“I’ve doubled the life-support supplies to accommodate you, Martha. All I personally require is electricity, of course, and information. But I thought Matthew might like some human company.”

“Thank you,” they said simultaneously, and a startled look passed between them.

“Before we go, though, the people—well, callthem people—who helped me design and build this, asked a favor in return. We know so little about everyday life in your worlds—especially yours, Martha—that it would be extremely valuable if you would consent to a day of being interviewed. ”

“I don’t have any problem with that,” Matthew said, and looked into Martha’s silence.

“Is it just answering questions? In my time there were ‘interviews’ that had serious consequences.”

“That’s all you have to do, answer questions. They will measure your reaction to each question as well as record your answer.”

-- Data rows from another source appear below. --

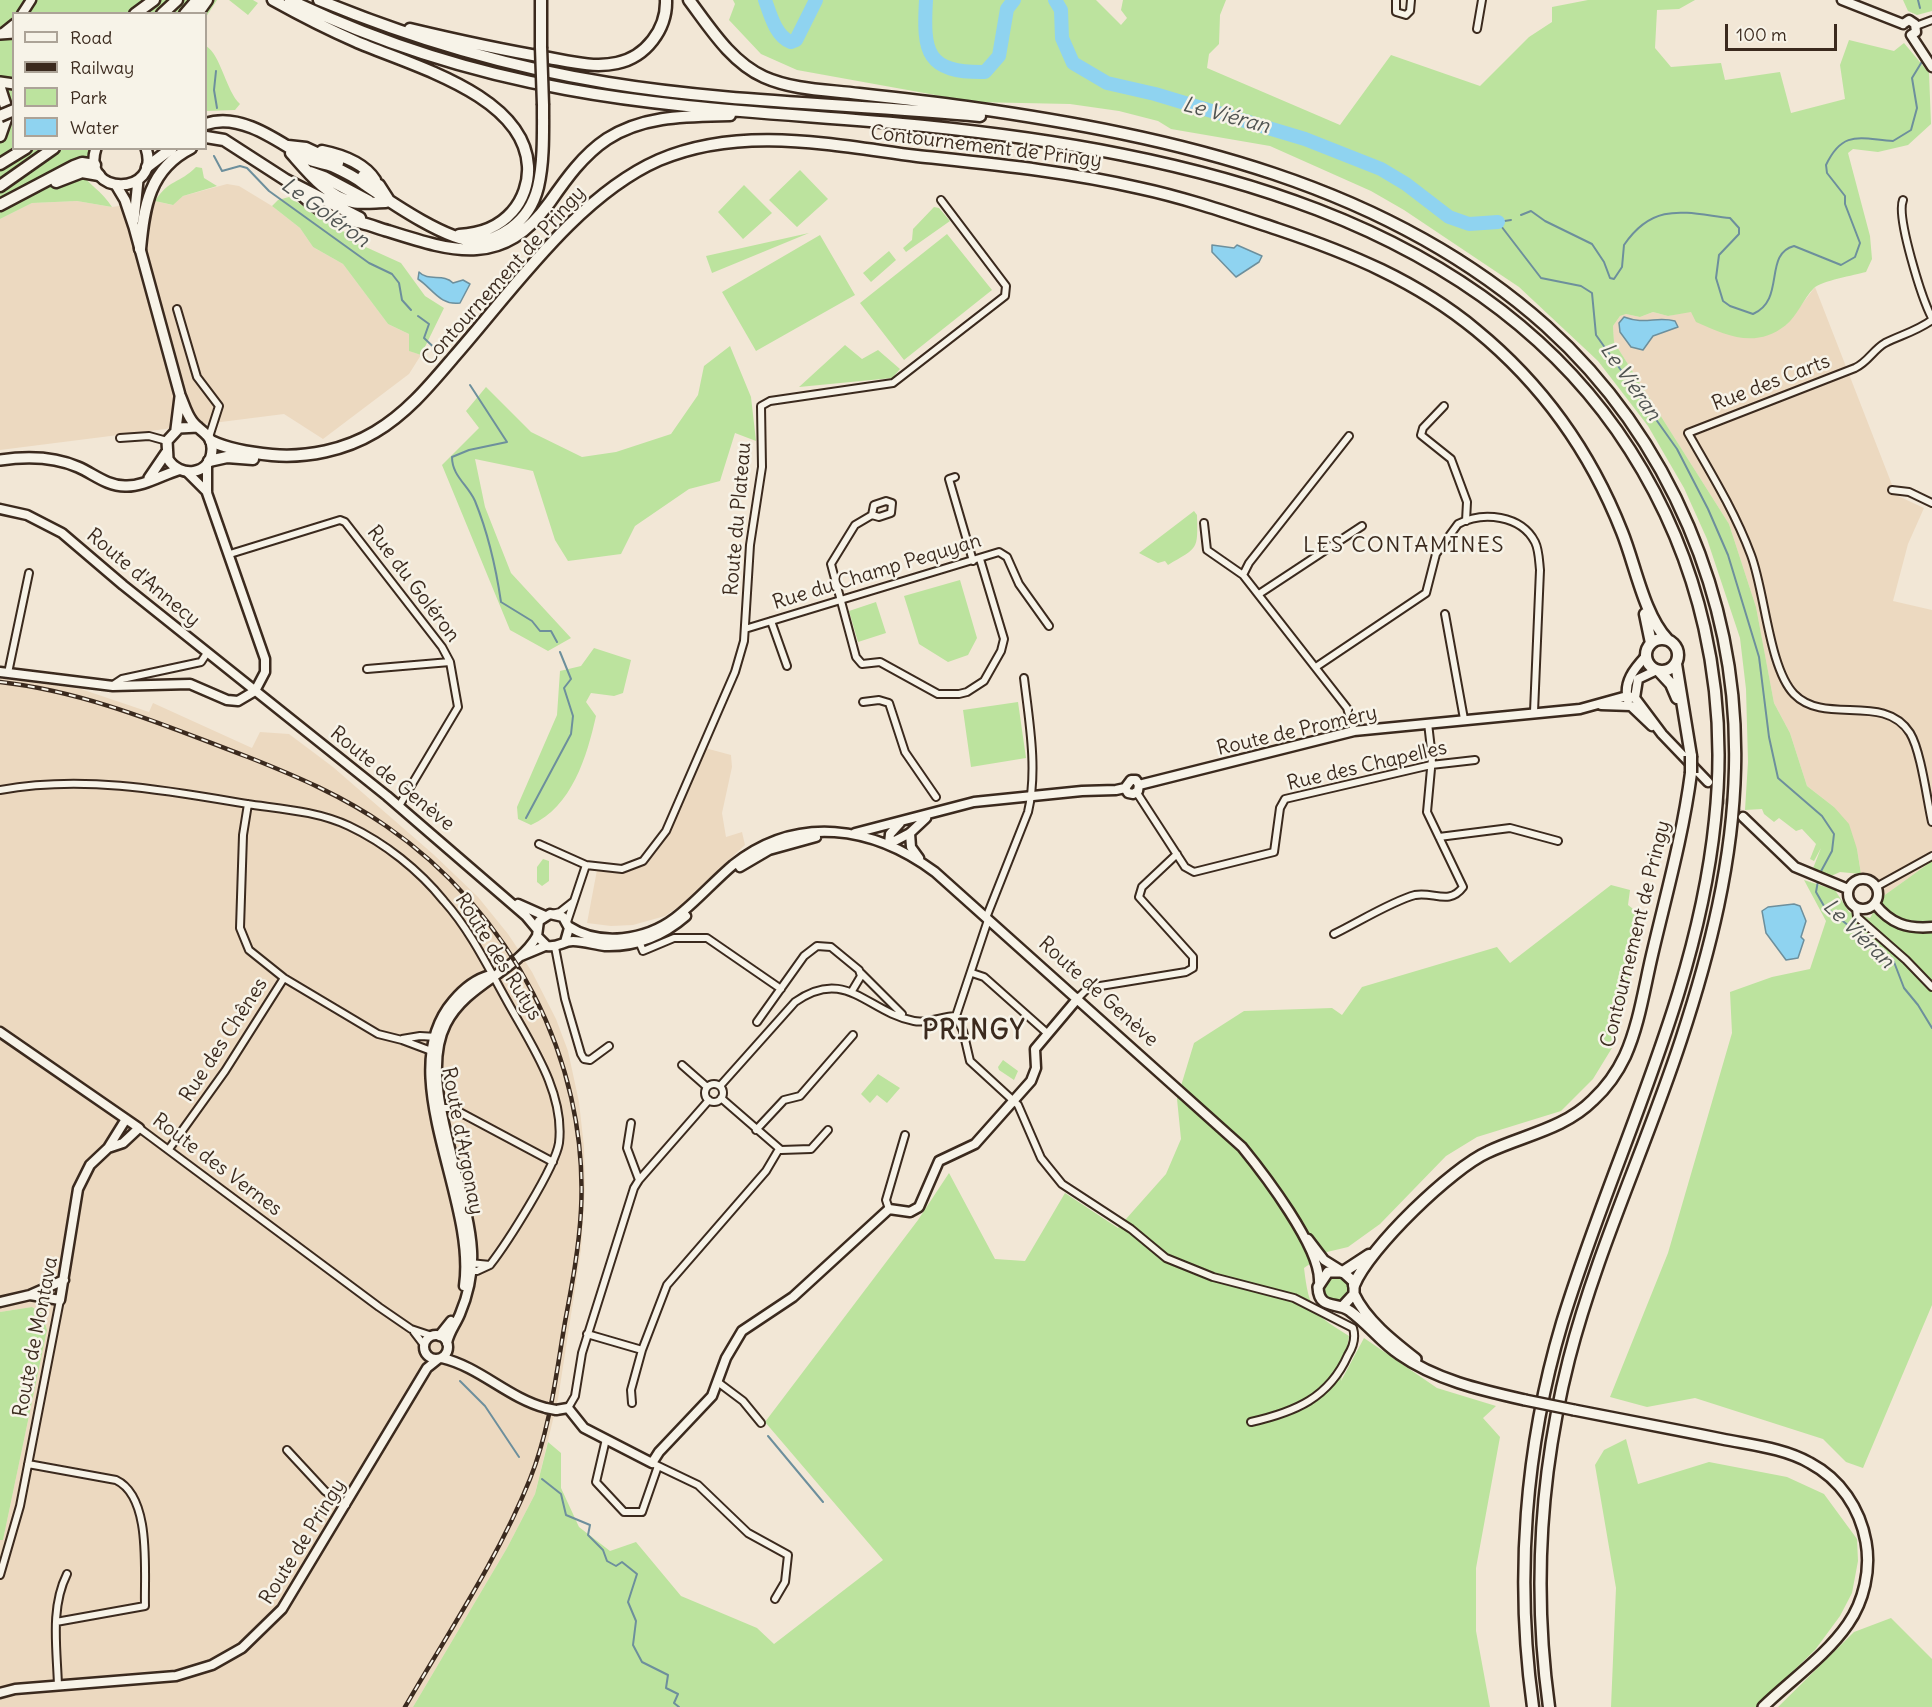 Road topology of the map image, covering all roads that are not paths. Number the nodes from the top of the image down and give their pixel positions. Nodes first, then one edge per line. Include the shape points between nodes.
1 (154, 0) edge
2 (178, 0) edge
3 (197, 0) edge
4 (273, 0) edge
5 (290, 0) edge
6 (319, 0) edge
7 (541, 0) edge
8 (666, 0) edge
9 (688, 0) edge
10 (1396, 0) edge
11 (1411, 0) edge
12 (1482, 0) edge
13 (1842, 0) edge
14 (138, 12) edge
15 (166, 12) edge
16 (187, 12) edge
17 (357, 16) junction
18 (1932, 20) edge
19 (1903, 24) junction
20 (1916, 26) junction
21 (1477, 29) dead end
22 (1911, 35) junction
23 (1931, 65) edge
24 (0, 88) edge
25 (543, 109) junction
26 (772, 115) junction
27 (208, 122) edge
28 (1066, 124) junction
29 (0, 136) edge
30 (207, 137) edge
31 (227, 142) junction
32 (207, 144) edge
33 (286, 146) junction
34 (23, 150) edge
35 (51, 150) edge
36 (96, 150) edge
37 (146, 150) edge
38 (169, 150) edge
39 (188, 150) edge
40 (0, 164) edge
41 (310, 166) junction
42 (147, 167) junction
43 (97, 170) junction
44 (138, 180) junction
45 (0, 184) edge
46 (116, 185) junction
47 (383, 194) junction
48 (941, 200) dead end
49 (1903, 200) dead end
50 (4, 203) edge
51 (134, 227) junction
52 (521, 232) junction
53 (455, 236) junction
54 (140, 249) junction
55 (177, 309) dead end
56 (1932, 319) edge
57 (180, 395) junction
58 (1444, 406) dead end
59 (214, 419) junction
60 (199, 428) junction
61 (176, 429) junction
62 (1349, 436) dead end
63 (120, 438) dead end
64 (210, 439) junction
65 (167, 441) junction
66 (166, 453) junction
67 (0, 460) edge
68 (208, 463) junction
69 (183, 471) junction
70 (955, 477) dead end
71 (147, 480) junction
72 (1892, 490) dead end
73 (207, 493) junction
74 (1932, 503) edge
75 (0, 509) edge
76 (872, 515) dead end
77 (1466, 521) junction
78 (1204, 523) dead end
79 (1362, 526) dead end
80 (230, 554) junction
81 (977, 560) junction
82 (30, 573) dead end
83 (1243, 575) junction
84 (1259, 594) junction
85 (841, 601) junction
86 (1445, 614) dead end
87 (771, 621) junction
88 (1049, 626) dead end
89 (745, 629) junction
90 (1667, 639) junction
91 (1651, 643) junction
92 (207, 653) junction
93 (1646, 656) junction
94 (450, 662) junction
95 (1676, 664) junction
96 (787, 666) dead end
97 (1316, 668) junction
98 (367, 669) dead end
99 (1658, 671) junction
100 (4, 673) edge
101 (1024, 678) dead end
102 (113, 686) junction
103 (255, 691) junction
104 (1631, 700) junction
105 (863, 702) dead end
106 (1534, 712) junction
107 (1686, 718) junction
108 (1464, 719) junction
109 (1428, 723) junction
110 (1354, 731) junction
111 (1475, 760) dead end
112 (1431, 765) junction
113 (1708, 782) tunnel mouth
114 (1138, 789) junction
115 (0, 790) edge
116 (1031, 796) junction
117 (936, 797) dead end
118 (248, 804) junction
119 (399, 806) junction
120 (954, 807) junction
121 (1743, 817) tunnel mouth
122 (905, 820) junction
123 (1932, 822) edge
124 (854, 833) junction
125 (910, 833) junction
126 (1439, 837) junction
127 (1558, 841) dead end
128 (539, 844) dead end
129 (889, 844) junction
130 (1176, 854) junction
131 (1932, 855) edge
132 (923, 863) junction
133 (586, 866) junction
134 (1876, 886) junction
135 (1848, 889) junction
136 (504, 897) junction
137 (574, 901) junction
138 (1875, 904) junction
139 (1856, 908) junction
140 (548, 915) junction
141 (987, 919) junction
142 (567, 924) junction
143 (1932, 927) edge
144 (536, 932) junction
145 (1334, 934) dead end
146 (638, 939) junction
147 (565, 942) junction
148 (545, 946) junction
149 (555, 947) junction
150 (518, 957) junction
151 (861, 973) junction
152 (972, 973) junction
153 (493, 974) junction
154 (284, 978) junction
155 (1932, 987) edge
156 (781, 989) junction
157 (852, 991) junction
158 (1078, 998) junction
159 (956, 1016) junction
160 (907, 1018) junction
161 (757, 1022) dead end
162 (0, 1032) edge
163 (1047, 1033) junction
164 (853, 1035) dead end
165 (437, 1037) junction
166 (402, 1040) junction
167 (609, 1046) dead end
168 (433, 1052) junction
169 (682, 1065) dead end
170 (720, 1086) junction
171 (707, 1087) junction
172 (721, 1098) junction
173 (709, 1100) junction
174 (1014, 1101) junction
175 (439, 1108) junction
176 (126, 1119) junction
177 (631, 1123) dead end
178 (139, 1128) junction
179 (756, 1130) junction
180 (828, 1130) dead end
181 (906, 1135) dead end
182 (108, 1148) junction
183 (169, 1149) junction
184 (778, 1149) junction
185 (553, 1162) junction
186 (639, 1179) junction
187 (889, 1209) junction
188 (1295, 1222) junction
189 (1379, 1248) junction
190 (470, 1267) junction
191 (1341, 1271) junction
192 (64, 1280) junction
193 (1319, 1281) junction
194 (1354, 1289) junction
195 (30, 1295) junction
196 (60, 1300) junction
197 (0, 1302) edge
198 (1342, 1307) junction
199 (411, 1329) junction
200 (587, 1334) junction
201 (436, 1336) junction
202 (448, 1346) junction
203 (425, 1349) junction
204 (642, 1350) junction
205 (440, 1359) junction
206 (466, 1367) junction
207 (427, 1368) junction
208 (1437, 1374) junction
209 (718, 1383) junction
210 (632, 1403) dead end
211 (568, 1408) junction
212 (1251, 1422) dead end
213 (761, 1423) dead end
214 (606, 1440) junction
215 (287, 1450) dead end
216 (28, 1464) junction
217 (655, 1464) junction
218 (346, 1505) junction
219 (68, 1574) dead end
220 (0, 1575) edge
221 (775, 1599) dead end
222 (56, 1622) junction
223 (58, 1686) junction
224 (0, 1687) edge
225 (15, 1689) junction
226 (0, 1693) edge
227 (1533, 1707) edge
228 (1549, 1707) edge
229 (1763, 1707) edge

1 - 14 highway
2 - 15 highway
3 - 16 highway
4 - 53 highway via 354,41 461,87 511,123 528,159 521,198 497,225
5 - 26 highway via 406,47 525,81 628,99
6 - 17 highway
7 - 25 highway, bridge
8 - 17 highway via 664,20 652,42 628,60 604,65 522,54
9 - 28 highway via 740,62 779,82
10 - 11 street via 1396,12 1406,15
12 - 21 street
13 - 19 street
17 - 28 highway via 497,61 609,83
18 - 20 street
19 - 20 street via 1909,20
19 - 22 street via 1903,31
20 - 22 street
22 - 23 street
24 - 29 highway via 8,113
25 - 52 highway via 547,165 544,186 534,213
25 - 53 highway via 539,181 527,212 511,228 492,238 475,241
26 - 52 highway via 670,118 622,130 586,156
26 - 227 highway via 960,130 1120,154 1246,185 1346,221 1413,253 1466,285 1538,341 1612,424 1670,522 1700,607 1713,671 1719,750 1714,830 1703,901 1679,994 1572,1292 1543,1401 1530,1484 1524,1573
27 - 33 highway via 242,124
28 - 228 highway via 1183,147 1282,176 1379,216 1436,246 1491,282 1575,355 1631,423 1678,502 1711,586 1728,662 1735,728 1734,798 1726,864 1695,998 1588,1298 1557,1410 1541,1541 1543,1651
30 - 31 highway
31 - 32 highway
31 - 52 highway via 360,221 436,246 465,251 492,248
33 - 41 highway
33 - 47 highway via 306,148
34 - 40 highway
35 - 45 highway
36 - 43 main road
37 - 42 main road
38 - 42 highway
39 - 54 highway via 165,167 152,185 145,206
41 - 47 highway
41 - 47 highway via 320,184 352,202 369,201
42 - 44 main road
43 - 46 main road
43 - 50 highway via 82,172
44 - 46 main road
44 - 51 main road
46 - 51 main road
47 - 53 highway
48 - 89 street, Route du Plateau via 1006,286 1007,294 893,383 770,401 761,406 762,467 750,545
49 - 56 street via 1900,212
51 - 54 main road
54 - 57 main road
55 - 59 street via 197,377 219,406
56 - 123 street, Rue des Carts via 1916,331 1884,344 1866,362 1688,433 1751,554 1779,667 1788,687 1813,706 1884,713 1902,724 1915,747
57 - 60 main road via 189,417
57 - 61 main road
58 - 77 street via 1420,435 1450,459 1467,502
59 - 60 street
59 - 64 street
60 - 61 main road
60 - 64 main road
61 - 65 main road
62 - 83 street
63 - 65 street via 147,436
64 - 68 main road via 212,453
64 - 90 highway, Contournement de Pringy via 242,451 294,455 341,447 379,430 423,392 584,210 624,179 678,153 735,141 785,141 1057,172 1168,195 1306,238 1386,271 1460,317 1528,378 1576,442 1611,505 1654,622
65 - 66 main road
66 - 69 main road via 169,462
66 - 71 main road
67 - 71 main road via 56,460 119,486
68 - 69 main road via 198,470
68 - 73 street
68 - 91 highway, Contournement de Pringy via 227,457 285,462 323,458 348,452 381,436 422,402 588,215 630,183 669,163 711,151 771,146 1011,173 1139,194 1268,232 1381,275 1461,326 1529,390 1582,462 1624,554
69 - 71 main road
69 - 73 street
70 - 81 street via 949,478
72 - 74 street via 1909,492
73 - 80 street
75 - 92 street, Route d'Annecy via 27,515 62,533
76 - 85 street via 855,525 832,560
77 - 97 street via 1454,527 1438,550 1426,592
77 - 106 street via 1509,518 1531,536 1537,547 1540,570
78 - 83 street via 1207,550
79 - 84 street
80 - 94 street, Rue du Goléron via 340,520 345,522
80 - 103 street via 265,659 265,672
81 - 85 street, Rue du Champ Pequyan
81 - 85 street via 1004,639 988,676 967,692 942,695 885,664 862,664 856,657
81 - 88 street, Rue du Champ Pequyan via 1003,552 1019,584
82 - 100 street
83 - 84 street
84 - 97 street
85 - 87 street, Rue du Champ Pequyan
86 - 108 street
87 - 89 street, Rue du Champ Pequyan
87 - 96 street
89 - 133 street, Route du Plateau via 735,672 680,804 654,850 631,867
90 - 91 highway
90 - 95 highway, Contournement de Pringy via 1678,649
91 - 93 highway
92 - 102 street via 201,662 122,679
92 - 103 street, Route d'Annecy
93 - 99 highway, Contournement de Pringy
93 - 104 street via 1630,676
94 - 98 street
94 - 119 street, Rue du Goléron via 458,707
95 - 99 highway via 1670,670
95 - 107 highway, Contournement de Pringy
97 - 110 street via 1347,708
99 - 104 street via 1638,679
99 - 107 highway, Contournement de Pringy via 1671,684
100 - 102 street
101 - 116 street
102 - 103 street via 190,684 233,701
103 - 119 street, Route de Genève
104 - 106 street, Route de Proméry
104 - 113 street
105 - 117 street via 889,703 905,752
106 - 108 street, Route de Proméry
107 - 189 highway, Contournement de Pringy, bridge via 1691,773 1680,833 1634,1028 1617,1071 1594,1100 1572,1117 1486,1153 1458,1171
108 - 109 street, Route de Proméry
109 - 110 street, Route de Proméry
109 - 112 street
110 - 114 street, Route de Proméry
111 - 112 street, Rue des Chapelles
112 - 126 street via 1426,805
112 - 130 street, Rue des Chapelles via 1285,799 1280,808 1276,847 1270,854 1194,872
114 - 116 street via 1129,794 1125,788
114 - 130 street, Rue des Chapelles
115 - 118 street, Route des Rutys via 66,783 109,784
116 - 120 street
116 - 141 street
118 - 153 street, Route des Rutys via 334,820 383,846 446,902
118 - 154 street, Rue des Chênes via 243,835 240,931 255,957
119 - 136 street, Route de Genève
120 - 122 street
120 - 125 street via 922,819
121 - 135 street via 1791,864
122 - 124 street
122 - 129 street via 890,834
124 - 129 street, Route de Genève
124 - 146 street, Route de Genève via 803,833 766,845 734,865 675,918
125 - 129 street
125 - 132 street via 911,847
126 - 127 street via 1510,828
126 - 145 street via 1463,887 1459,892 1445,898 1413,896
128 - 133 street, Route du Plateau
129 - 132 street, Route de Genève
130 - 158 street via 1142,887 1139,897 1193,957 1193,968 1088,988
131 - 134 street
132 - 141 street, Route de Genève
133 - 137 street
134 - 135 street via 1864,879
134 - 138 street
135 - 139 street via 1849,900
136 - 140 street, Route de Genève
136 - 144 street, Route de Genève
137 - 140 street via 560,912
137 - 142 street
138 - 139 street via 1864,910
138 - 143 street via 1897,924
139 - 155 street via 1857,917
140 - 142 street, Route de Genève via 561,916
140 - 144 street
141 - 152 street
141 - 158 street, Route de Genève
142 - 146 street, Route de Genève via 587,936
142 - 147 street
144 - 148 street, Route de Genève
144 - 150 street, Route d'Argonay
146 - 147 street, Route de Genève via 604,946
146 - 156 street, Route de Genève via 643,951 674,938 715,941
147 - 149 street
148 - 149 street
148 - 150 street, Route d'Argonay
149 - 167 street via 581,1054 590,1060
150 - 153 street, Route d'Argonay
151 - 156 street via 831,947 817,946 804,956
151 - 157 street
151 - 160 street
152 - 159 street
152 - 163 street via 984,977
153 - 165 street, Route d'Argonay via 479,978 460,993 440,1020
153 - 185 street, Route des Rutys via 548,1080 558,1121
154 - 166 street, Rue des Chênes via 378,1034
154 - 183 street, Rue des Chênes
156 - 161 street
157 - 160 street
157 - 170 street via 829,988 801,999
158 - 163 street
158 - 188 street, Route de Genève via 1242,1148
159 - 160 street via 921,1022
159 - 174 street via 970,1061
162 - 176 street, Route des Vernes
163 - 174 street via 1035,1049 1034,1075
164 - 179 street via 800,1096 784,1100
165 - 166 street, Rue des Chênes
165 - 168 street, Route d'Argonay
166 - 168 street, Rue des Chênes
168 - 175 street, Route d'Argonay via 429,1074
169 - 171 street
170 - 171 street
170 - 172 street
171 - 173 street via 705,1094
172 - 173 street
172 - 179 street
173 - 186 street
174 - 187 street via 975,1144 939,1161 915,1210
174 - 212 street via 1051,1173 1131,1229 1159,1254 1202,1273 1294,1298 1349,1325 1354,1342 1334,1382 1299,1406
175 - 185 street via 452,1108
175 - 190 street, Route d'Argonay
176 - 178 street, Route des Vernes
176 - 182 street, Route de Montava
177 - 186 street via 627,1148
178 - 182 street, Route de Montava via 123,1143
178 - 183 street, Route des Vernes
179 - 184 street
180 - 184 street via 811,1149
181 - 187 street via 886,1200
182 - 192 street, Route de Montava via 90,1165 78,1189
183 - 199 street, Route des Vernes
184 - 204 street via 766,1171 669,1280
185 - 190 street, Route des Rutys via 490,1265
186 - 200 street
187 - 209 street via 793,1298 742,1331 726,1358
188 - 191 street, Route de Genève via 1324,1260
188 - 193 street, Route de Genève via 1317,1265
189 - 191 highway, Contournement de Pringy
189 - 194 highway, Contournement de Pringy via 1363,1267
190 - 201 street, Route d'Argonay via 449,1325
190 - 202 street, Route d'Argonay via 462,1308
191 - 193 main road via 1328,1272
191 - 194 main road via 1350,1276
192 - 195 street
192 - 196 street, Route de Montava
193 - 198 main road via 1318,1293 1324,1304
194 - 198 main road
194 - 208 main road via 1360,1306 1383,1331
195 - 196 street
195 - 197 street
196 - 216 street, Route de Montava
198 - 208 main road via 1399,1354
199 - 201 street, Route des Vernes
199 - 203 street, Route des Vernes
200 - 204 street
200 - 211 street via 576,1392
201 - 202 street
201 - 203 street, Route d'Argonay
202 - 205 street, Route d'Argonay
202 - 206 street
203 - 205 street
203 - 207 street
204 - 210 street via 631,1390
205 - 206 street
205 - 207 street, Route de Pringy
206 - 211 street, bridge via 512,1395 546,1408
207 - 218 street, Route de Pringy
208 - 229 main road, bridge via 1470,1387 1525,1400 1791,1454 1827,1474 1851,1503 1863,1530 1868,1555 1866,1580 1847,1625
209 - 213 street via 743,1401
209 - 217 street via 712,1396 659,1452
211 - 214 street via 580,1426
214 - 217 street
214 - 217 street via 596,1482 622,1510 642,1512
215 - 218 street via 325,1491
216 - 220 street, Route de Montava via 21,1506
216 - 222 street via 116,1480 126,1485 141,1514 145,1606
217 - 221 street via 698,1485 748,1533 788,1555 785,1582
218 - 223 street, Route de Pringy via 282,1609 258,1635 227,1658 176,1676
219 - 222 street
222 - 223 street
223 - 225 street, Route de Pringy
224 - 225 street, Route de Pringy
225 - 226 street, Route de Pringy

“Lie detecting?” Matt said.

“A little more subtle than that. Truth detecting, I suppose. ”

“Okay,” Matt said. He looked at Martha, and she nodded slowly.

“Good. They’ll be here in the morning, about ten. I’ll meet you for breakfast before that.” She disappeared.

They looked at their reflections in the machine’s mirror skin. “Truth detector,” he said.

“There are things I’d never tell anyone,” Martha confessed. “Do you think they could . . . make me do that?”

“I don’t know. But what difference would it really make? Everyone we ever knew is thousands of years dead.”

“La will know. We have to live with her.”

“Like I say, she’s seen everything. I doubt that you or I have ever done anything that would make her blink.”

She hugged herself. “God’s seen everything, too, in me. So I don’t really have any secrets.” She turned away from the machine. “Go back to the garden?”

It took both of them to pull the heavy door closed. The garden was unchanged, flowers and candles and the slightest breeze.

She sat down in the middle of one of the benches, and Matt sat across from her.

“I was reading about Bathsheba in the Bible,” she said.

“I don’t know the Bible.”

“People didn’t undress in front of each other in your time, did they?”

“Under some circumstances, yes. But not generally.”

“I grew up in a tenement that was very crowded,” she said. “The only privacy anyone had was in the toilet, and you didn’t waste time there, dressing. So people learned not to look? It was the same at the MIT dorm, but of course we were all girls.”

“I understand.”

“So I’m sorry if I was tempting you. I don’t know much about things like that.”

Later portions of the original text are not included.